Evidence at second hearing

  1. The applicants were invited to a second hearing to discuss [the second named applicant]’s claims relating to her religion.  The hearing was held on 10 July 2019 and at the hearing [the second named applicant] was asked by the Tribunal about her past experiences as a Christian in Indonesia.  She stated that when walking to church she could feel people staring at her, with cynical looks, and could see that they felt uncomfortable looking at her cross on her necklace.  She could feel that they felt it was not appropriate for her to live in that environment.

  2. The Tribunal observed that, while there had been bombings of churches in Surabaya in mid-2018, this was some distance away from Mempawah where she had resided.  She stated that when she was growing up she had experienced on public transport having to conceal her bible.  As to any specific concerns in Mempawah, she stated that the place was remote.  She had attended [a specified] church, a Protestant church, every Sunday and had otherwise participated in religious celebrations.  She was baptised at [age] years of age and her parents are practicing Christians.

  3. [The second named applicant] told the Tribunal that, since arriving in Australia, she and [the first named applicant] have been attending [Church 1] in [Town 1].  They last attended in May 2019 and before that, she could not really recall when they had last attended, as her husband has been working on Sundays.  They tried one church when they arrived but didn’t feel like they belonged.  They then tried attending a Catholic church. 

  4. The Tribunal asked about the applicant’s concerns about attending church if she returned to Indonesia and she stated she doesn’t really have any concerns; it is more about the environment itself that she feels scared.

  5. [The first named applicant] stated to the Tribunal that he is baptised and is of the Protestant faith.  He has been working on Sundays and so has not attended church for several weeks.  He does not have any concerns about attending church in Indonesia.

  6. The Tribunal noted during the second hearing the most recent DFAT report (25 January 2019) indicated there were church bombings in Surabaya in May 2018, however, this was 1200 kilometres away from where the applicants had been residing.  The DFAT report noted that Indonesia’s government recognises Protestantism as one of the official religions; that religious pluralism is an established part of modern Indonesia and a wide range of local and international sources consider that inter-faith tolerance remains strong; and that local sources report an increase in instances of religious intolerance over the past decade but this appears to be sporadic.  The applicants did not want to respond to this information during the hearing.

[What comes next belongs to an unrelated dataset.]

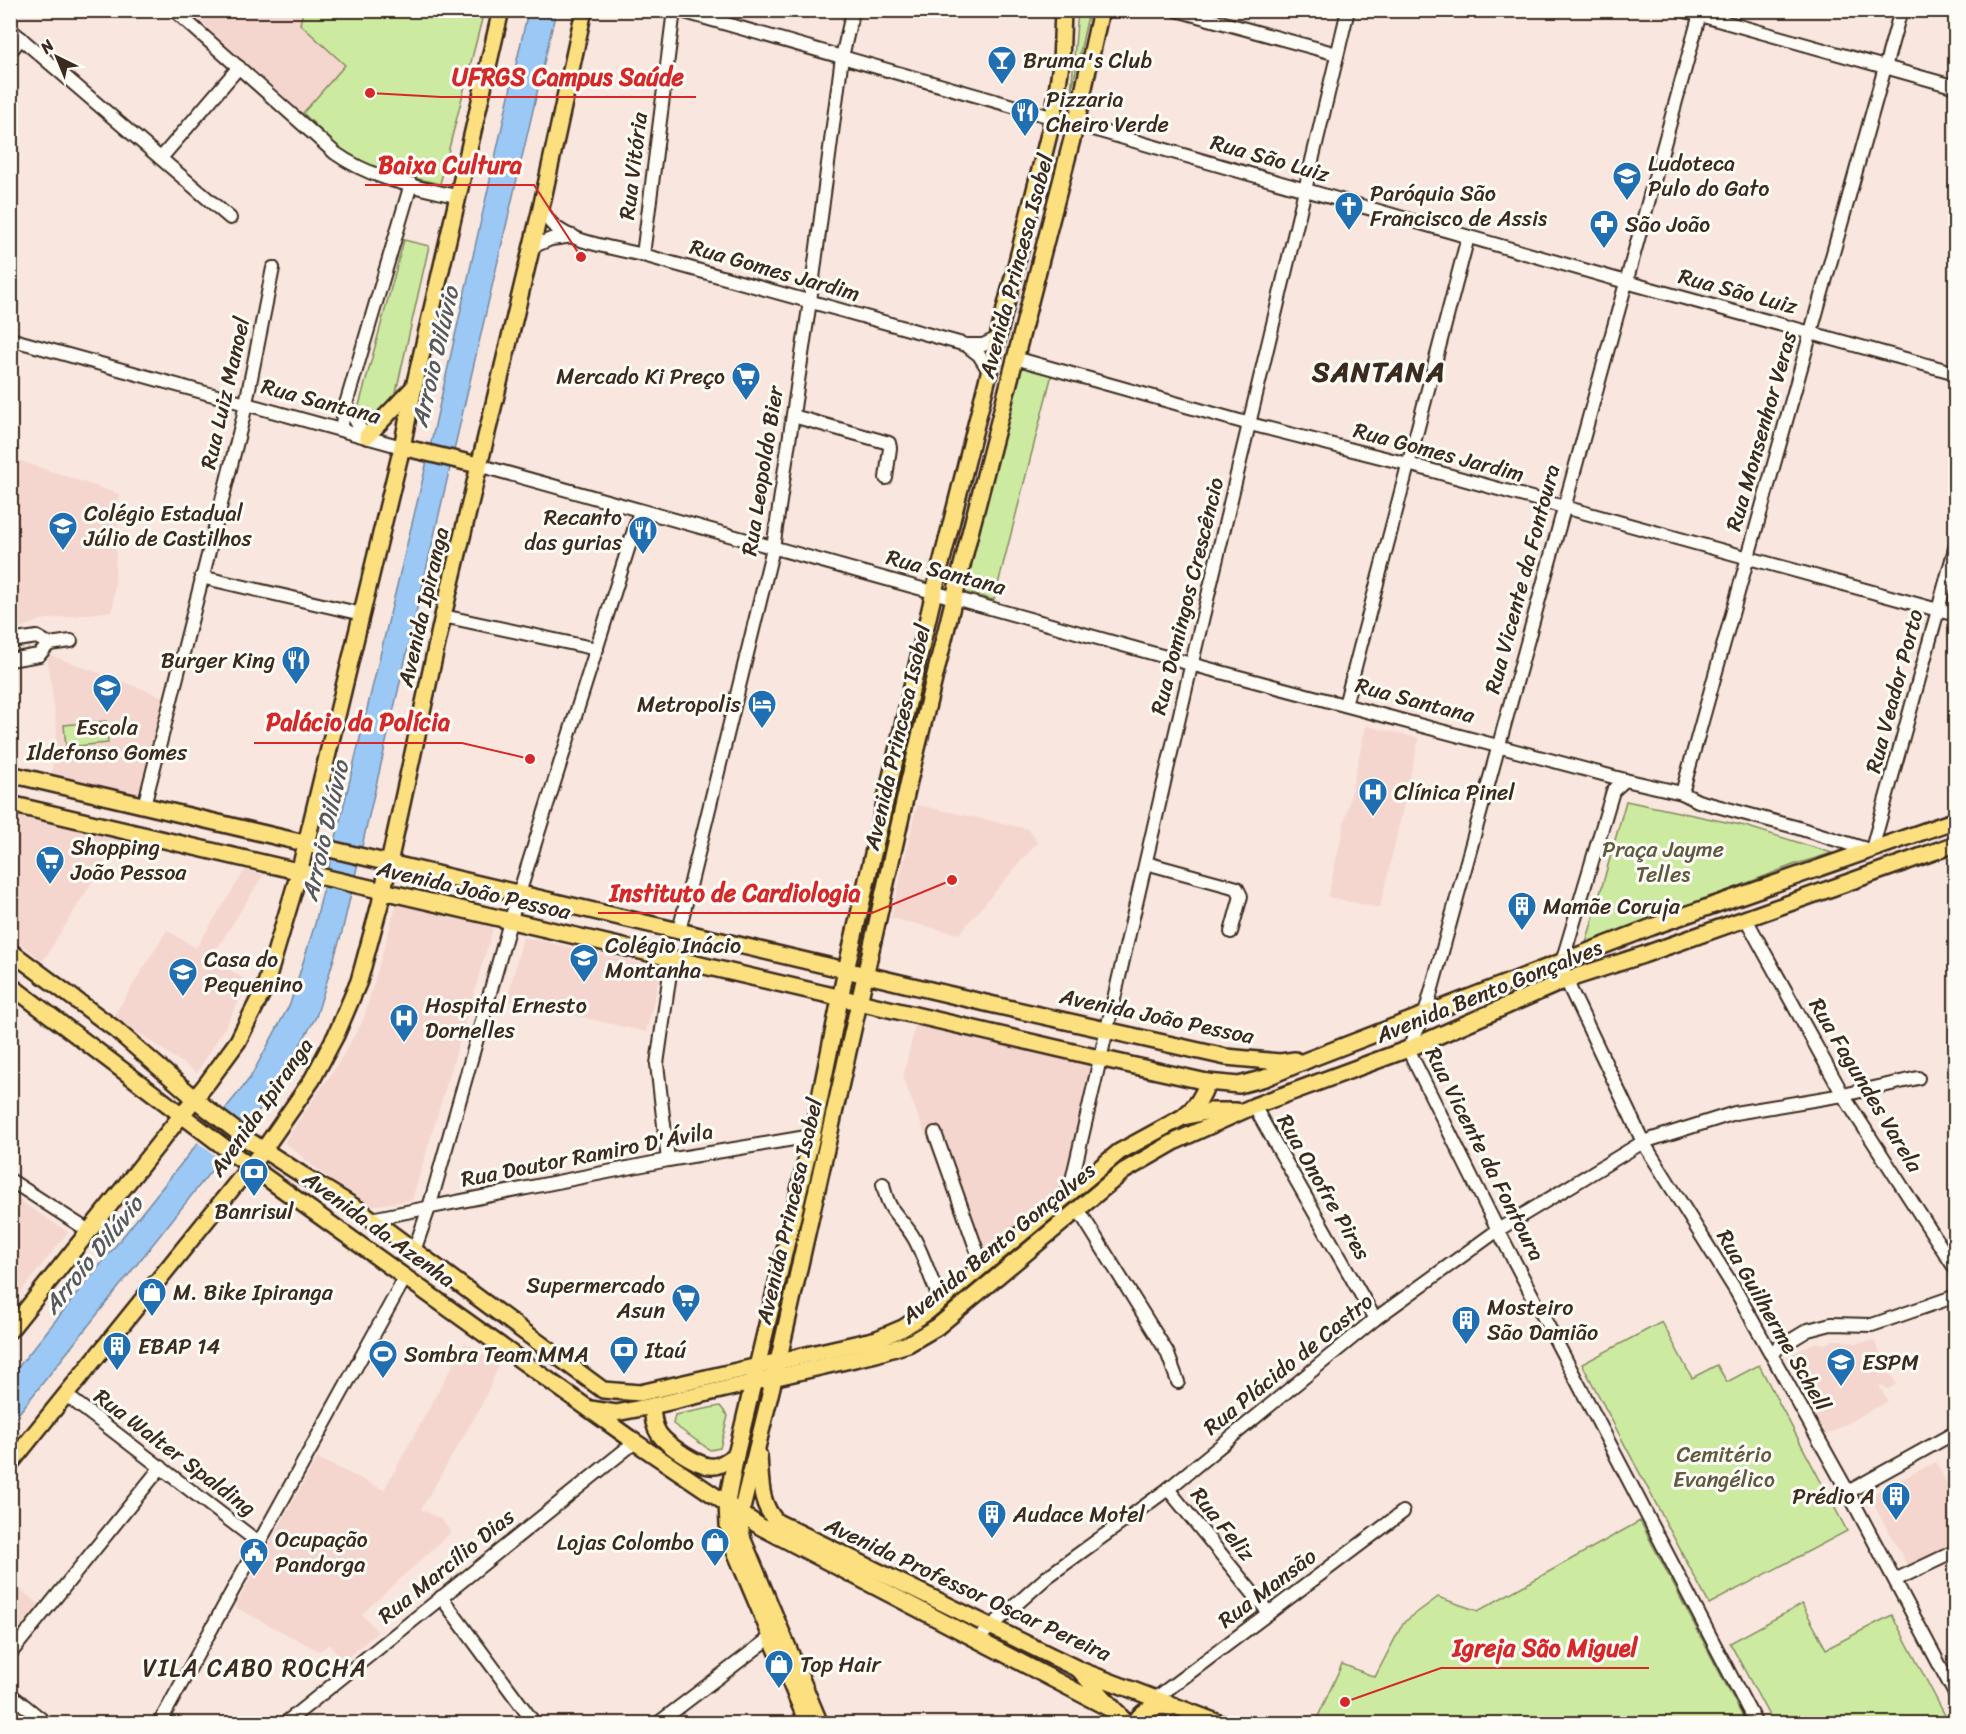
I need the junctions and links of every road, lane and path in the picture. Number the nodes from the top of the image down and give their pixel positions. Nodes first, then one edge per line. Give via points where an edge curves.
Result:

  7. The Tribunal also noted the COISS report (27 February 2019) stated that rates of religious violence are generally low; and that the wave of intercommunal violence that broke out after Suharto in 1998 has subsided, although occasional attacks continue against minorities such as Shi’a and Ahmadi Muslims.  The applicants did not want to respond to this information during the hearing.

Claims relating to race

  1. [The first named applicant] gave evidence during the hearing that he was treated with contempt by colleagues while working in Indonesia and that there had been delays in receiving his income from employment.  The Tribunal accepts this evidence.

  2. [The first named applicant] gave evidence during the hearing that he had exaggerated the account of his reasons for leaving Indonesia, including that there had not been words written in red paint on his house. [The second named applicant] gave different evidence to the Tribunal about the injuries [the first named applicant] sustained during the incident in 2010.  The Tribunal found that the incident had not occurred, based on these discrepancies and based on [the first named applicant]’s evidence that had exaggerated parts of the account.  The Tribunal finds that [the first named applicant] did not leave his employment because he was assaulted by co-workers or because racist words were painted on his house.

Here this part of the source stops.